Collected data entries:
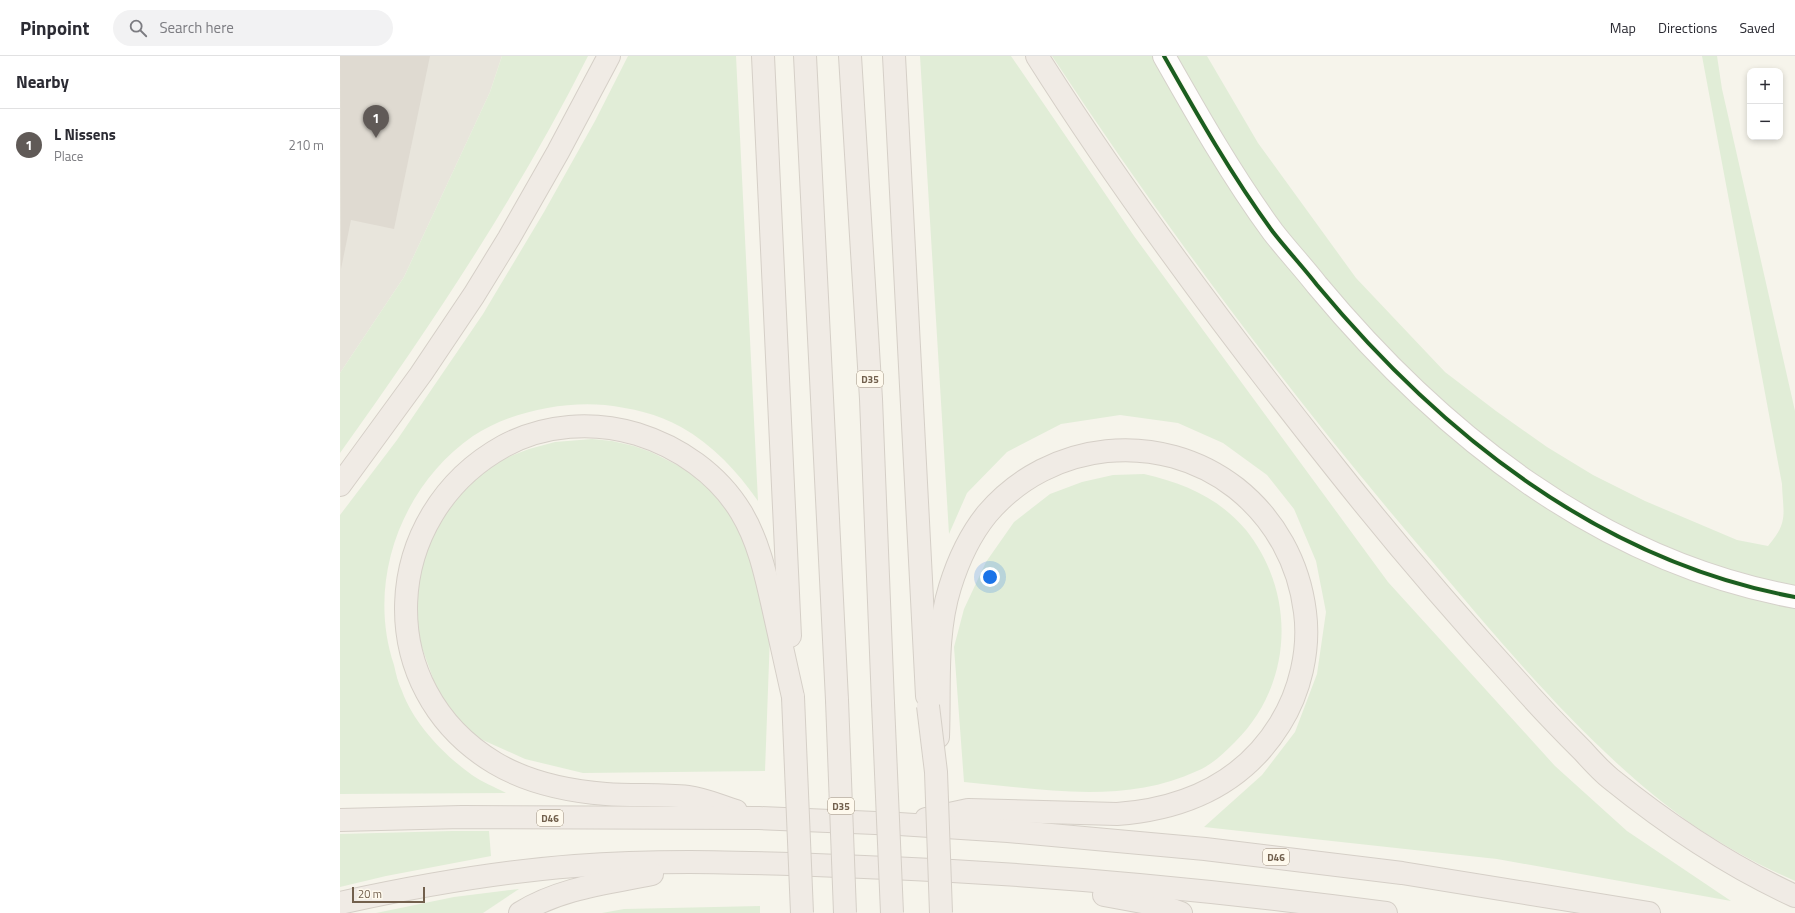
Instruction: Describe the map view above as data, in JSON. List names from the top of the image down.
{
  "streets": {
    "highway": ["D35", "D46"]
  },
  "scale_bar": "20 m",
  "page": {
    "header": "Pinpoint",
    "search": "Search here",
    "nav": ["Map", "Directions", "Saved"],
    "heading": "Nearby",
    "map_buttons": ["+", "−"],
    "pins": "1",
    "list": [
      {
        "mark": "1",
        "name": "L Nissens",
        "note": "Place",
        "value": "210 m"
      }
    ],
    "scale": "20 m"
  }
}
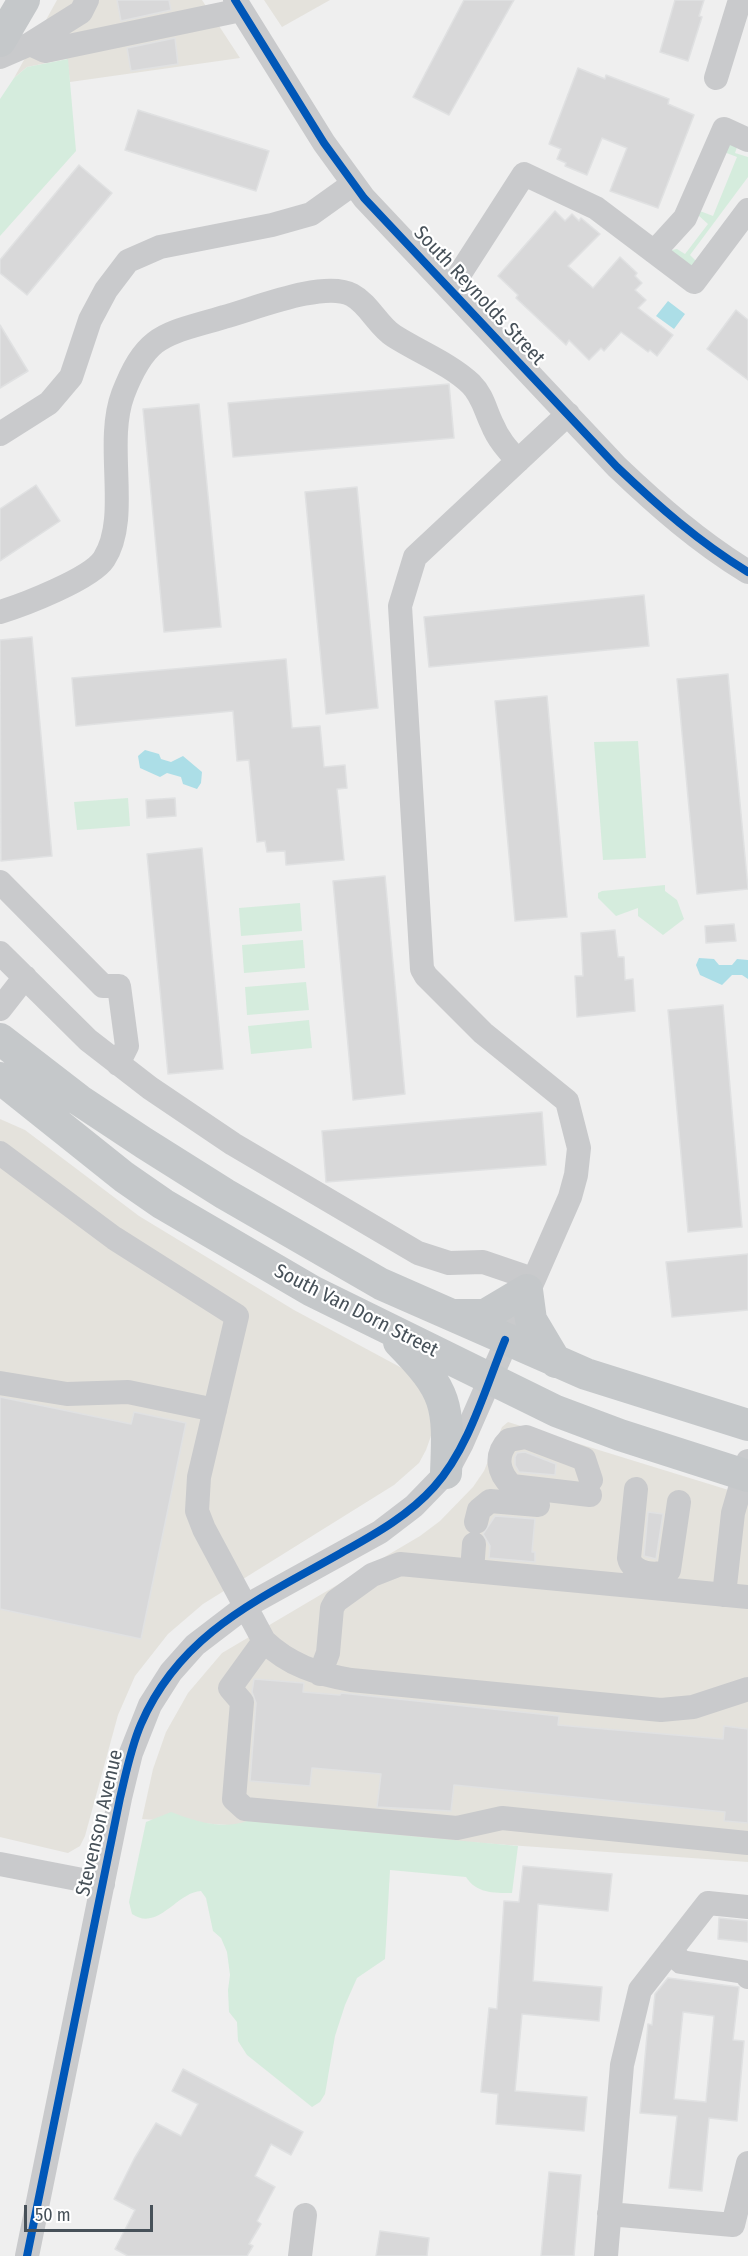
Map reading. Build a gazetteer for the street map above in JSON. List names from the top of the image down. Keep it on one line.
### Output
{"streets":{"main road":["South Van Dorn Street"],"street":["South Reynolds Street","Stevenson Avenue"]},"crossings":[["South Reynolds Street","Stevenson Avenue"],["South Van Dorn Street","Stevenson Avenue"]],"scale_bar":"50 m"}
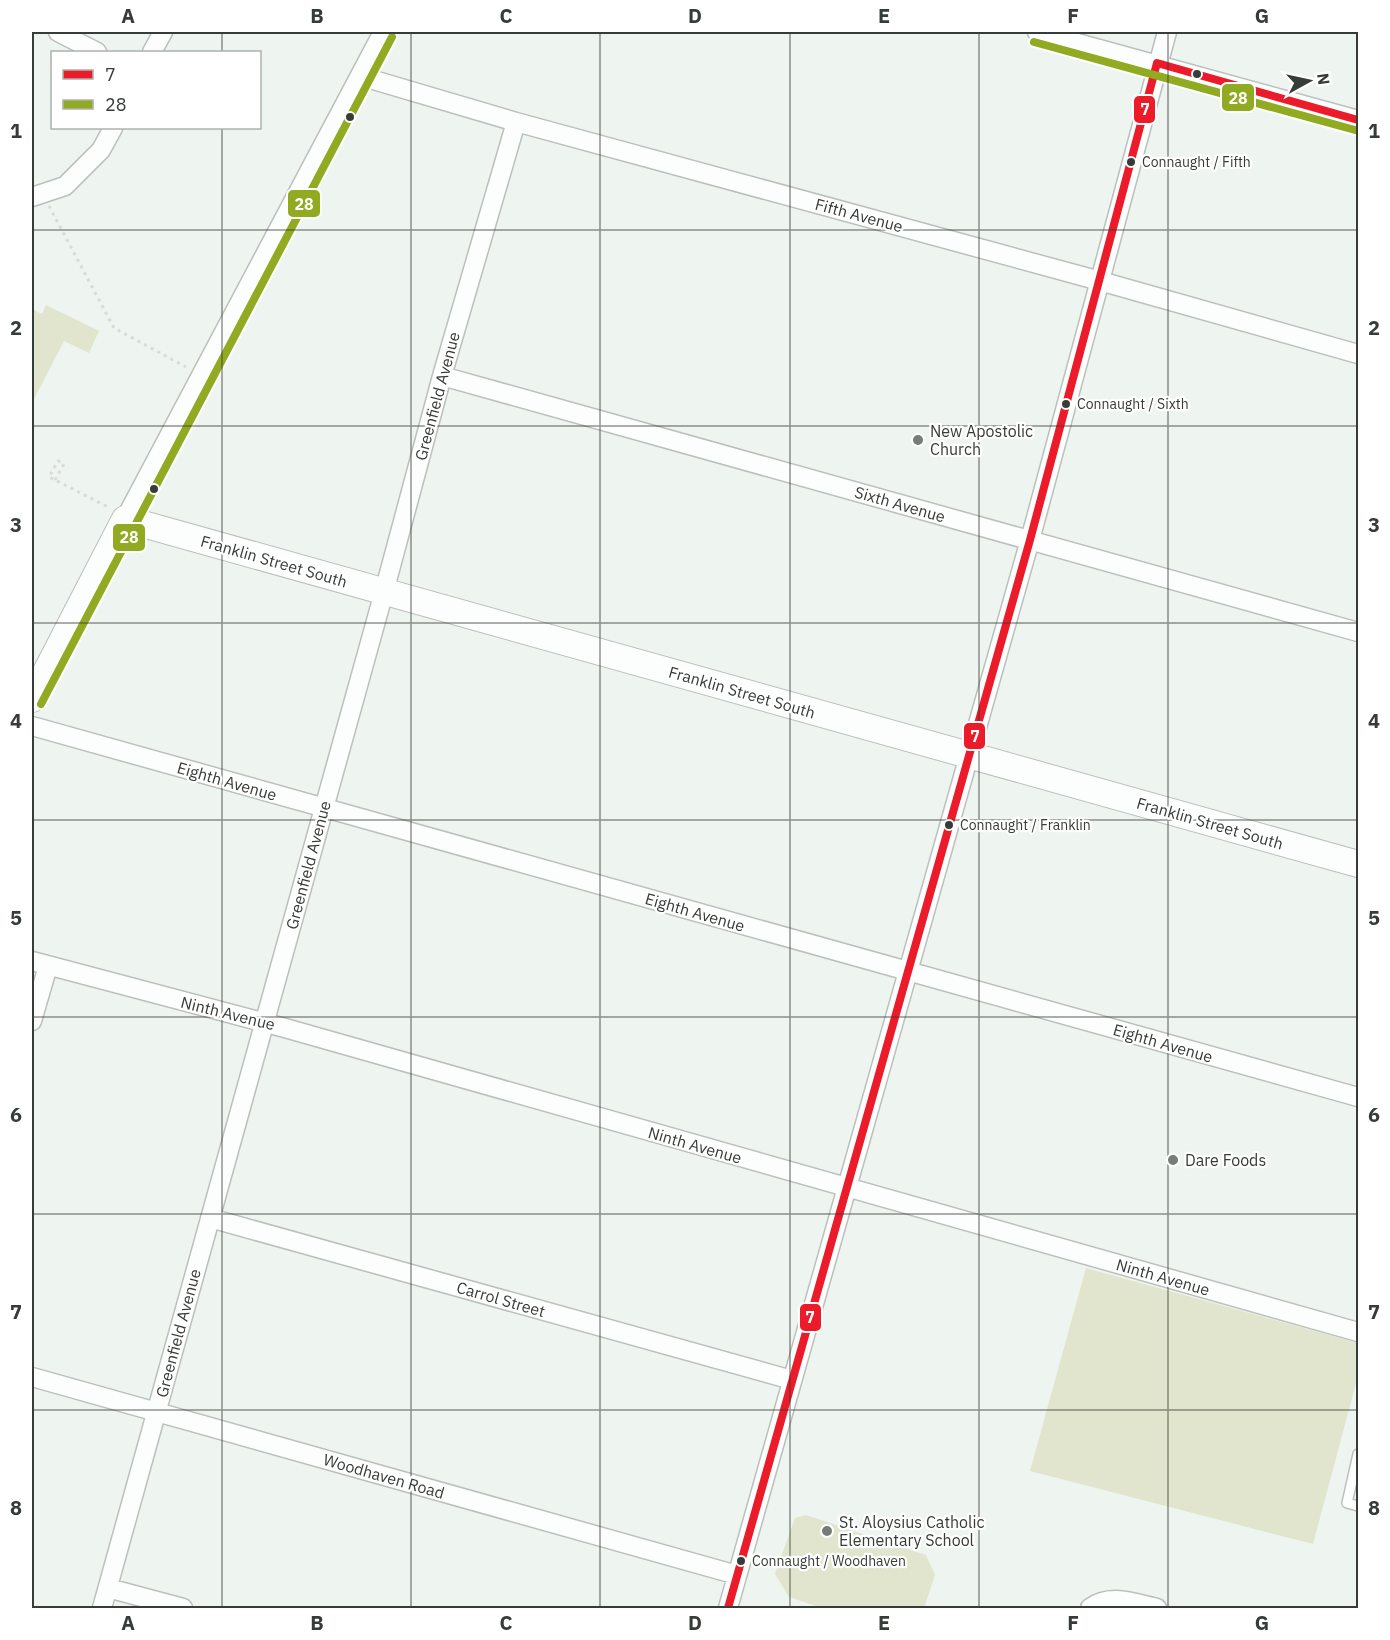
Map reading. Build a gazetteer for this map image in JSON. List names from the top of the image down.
{
  "streets": {
    "street": [
      "Fifth Avenue",
      "Greenfield Avenue",
      "Sixth Avenue",
      "Franklin Street South",
      "Eighth Avenue",
      "Ninth Avenue",
      "Carrol Street",
      "Woodhaven Road"
    ]
  },
  "crossings": [
    ["Fifth Avenue", "Greenfield Avenue"],
    ["Greenfield Avenue", "Sixth Avenue"],
    ["Greenfield Avenue", "Franklin Street South"],
    ["Greenfield Avenue", "Eighth Avenue"],
    ["Greenfield Avenue", "Ninth Avenue"],
    ["Greenfield Avenue", "Carrol Street"],
    ["Greenfield Avenue", "Woodhaven Road"]
  ],
  "places": [
    "Connaught / Fifth",
    "Connaught / Sixth",
    "New Apostolic Church",
    "Connaught / Franklin",
    "Dare Foods",
    "St. Aloysius Catholic Elementary School",
    "Connaught / Woodhaven"
  ],
  "lines": ["transit line 28", "transit line 7"],
  "legend": ["7", "28"],
  "north": "right",
  "grid": {
    "columns": [
      "A",
      "B",
      "C",
      "D",
      "E",
      "F",
      "G"
    ],
    "rows": [
      "1",
      "2",
      "3",
      "4",
      "5",
      "6",
      "7",
      "8"
    ]
  }
}
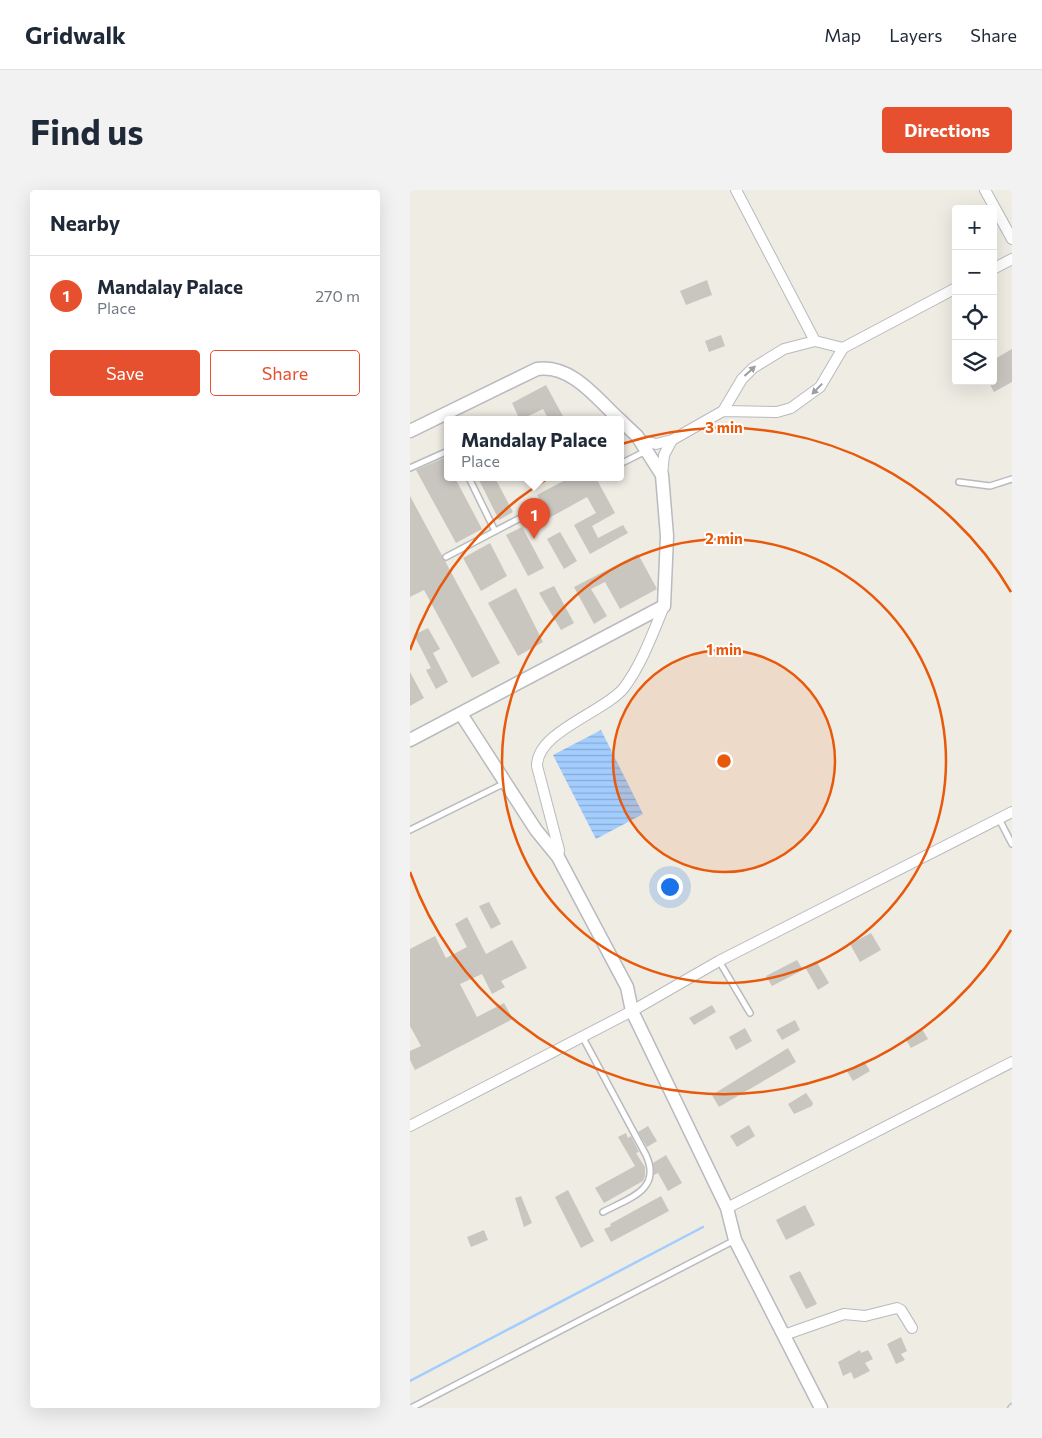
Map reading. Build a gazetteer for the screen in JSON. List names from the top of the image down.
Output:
{
  "page": {
    "header": "Gridwalk",
    "nav": ["Map", "Layers", "Share"],
    "buttons": [
      "Directions",
      ["Save", "Share"]
    ],
    "title": "Find us",
    "heading": "Nearby",
    "map_buttons": ["+", "−"],
    "list": [
      {
        "mark": "1",
        "name": "Mandalay Palace",
        "note": "Place",
        "value": "270 m"
      }
    ],
    "popup": ["Mandalay Palace", "Place"],
    "pins": "1"
  },
  "rings": ["3 min", "2 min", "1 min"]
}
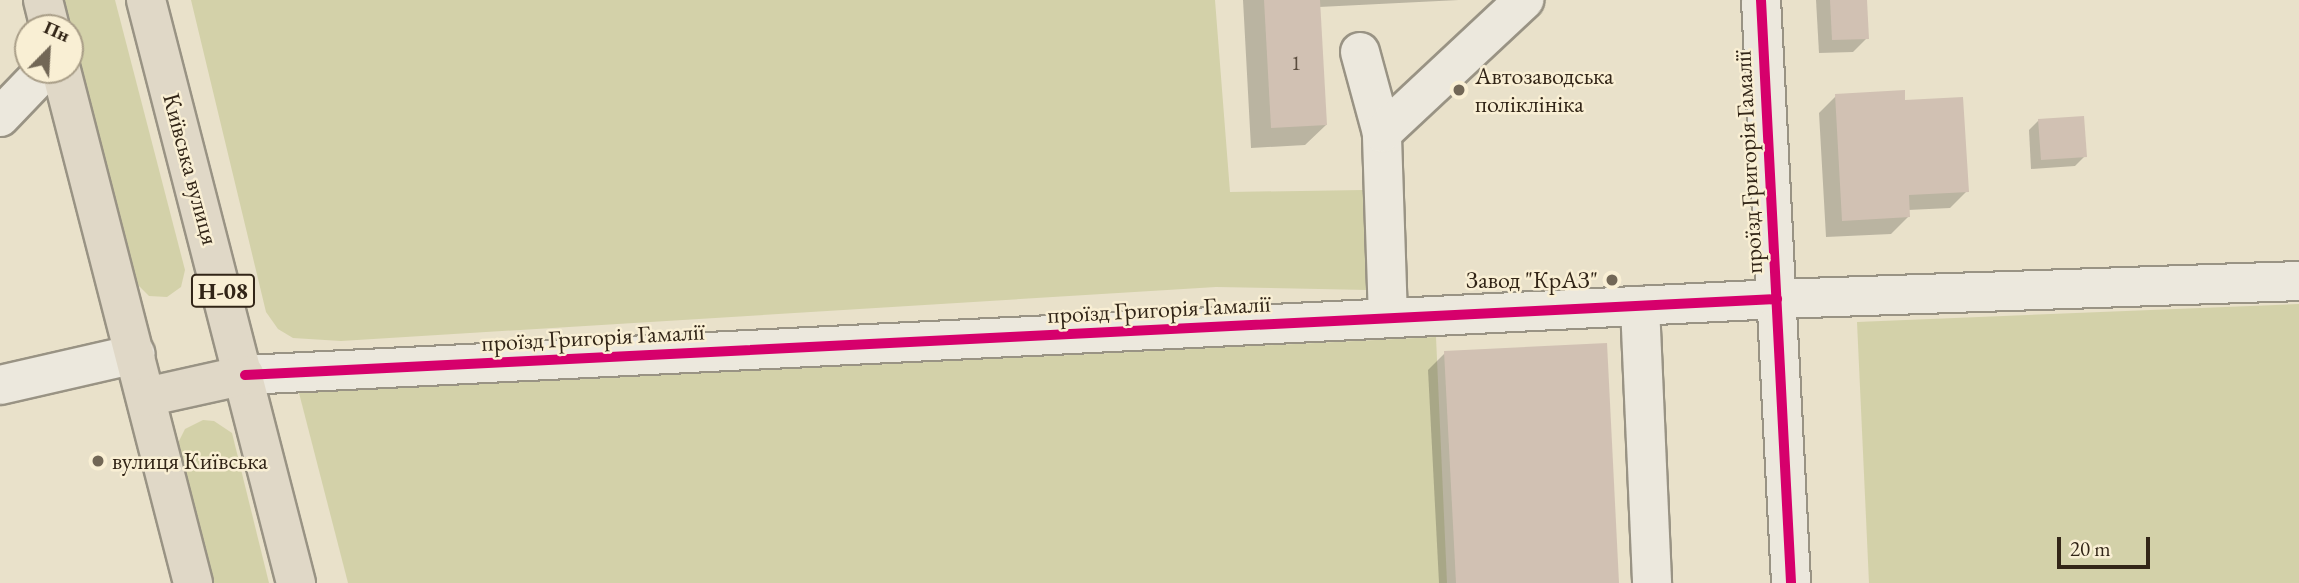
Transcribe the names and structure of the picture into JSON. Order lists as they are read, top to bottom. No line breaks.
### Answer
{"streets":{"main road":["Київська вулиця","Н-08"],"street":["проїзд Григорія Гамалії"]},"crossings":[["проїзд Григорія Гамалії","Київська вулиця"]],"places":["Автозаводська поліклініка","Завод \"КрАЗ\"","вулиця Київська"],"house_numbers":["1"],"scale_bar":"20 m","north":"top right"}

DIRECTIONS:
Repeat only the lines from the one with "Map reading. Build a gazetteer for the screen" through the end of the data, both included and exactly as written. Pictures stay out of the copy.

SOLUTION:
Map reading. Build a gazetteer for the screen in JSON. List names from the top of the image down.
Output:
{
  "page": {
    "header": "Gridwalk",
    "nav": ["Map", "Layers", "Share"],
    "buttons": [
      "Directions",
      ["Save", "Share"]
    ],
    "title": "Find us",
    "heading": "Nearby",
    "map_buttons": ["+", "−"],
    "list": [
      {
        "mark": "1",
        "name": "Mandalay Palace",
        "note": "Place",
        "value": "270 m"
      }
    ],
    "popup": ["Mandalay Palace", "Place"],
    "pins": "1"
  },
  "rings": ["3 min", "2 min", "1 min"]
}
Transcribe the names and structure of the picture into JSON. Order lists as they are read, top to bottom. No line breaks.
### Answer
{"streets":{"main road":["Київська вулиця","Н-08"],"street":["проїзд Григорія Гамалії"]},"crossings":[["проїзд Григорія Гамалії","Київська вулиця"]],"places":["Автозаводська поліклініка","Завод \"КрАЗ\"","вулиця Київська"],"house_numbers":["1"],"scale_bar":"20 m","north":"top right"}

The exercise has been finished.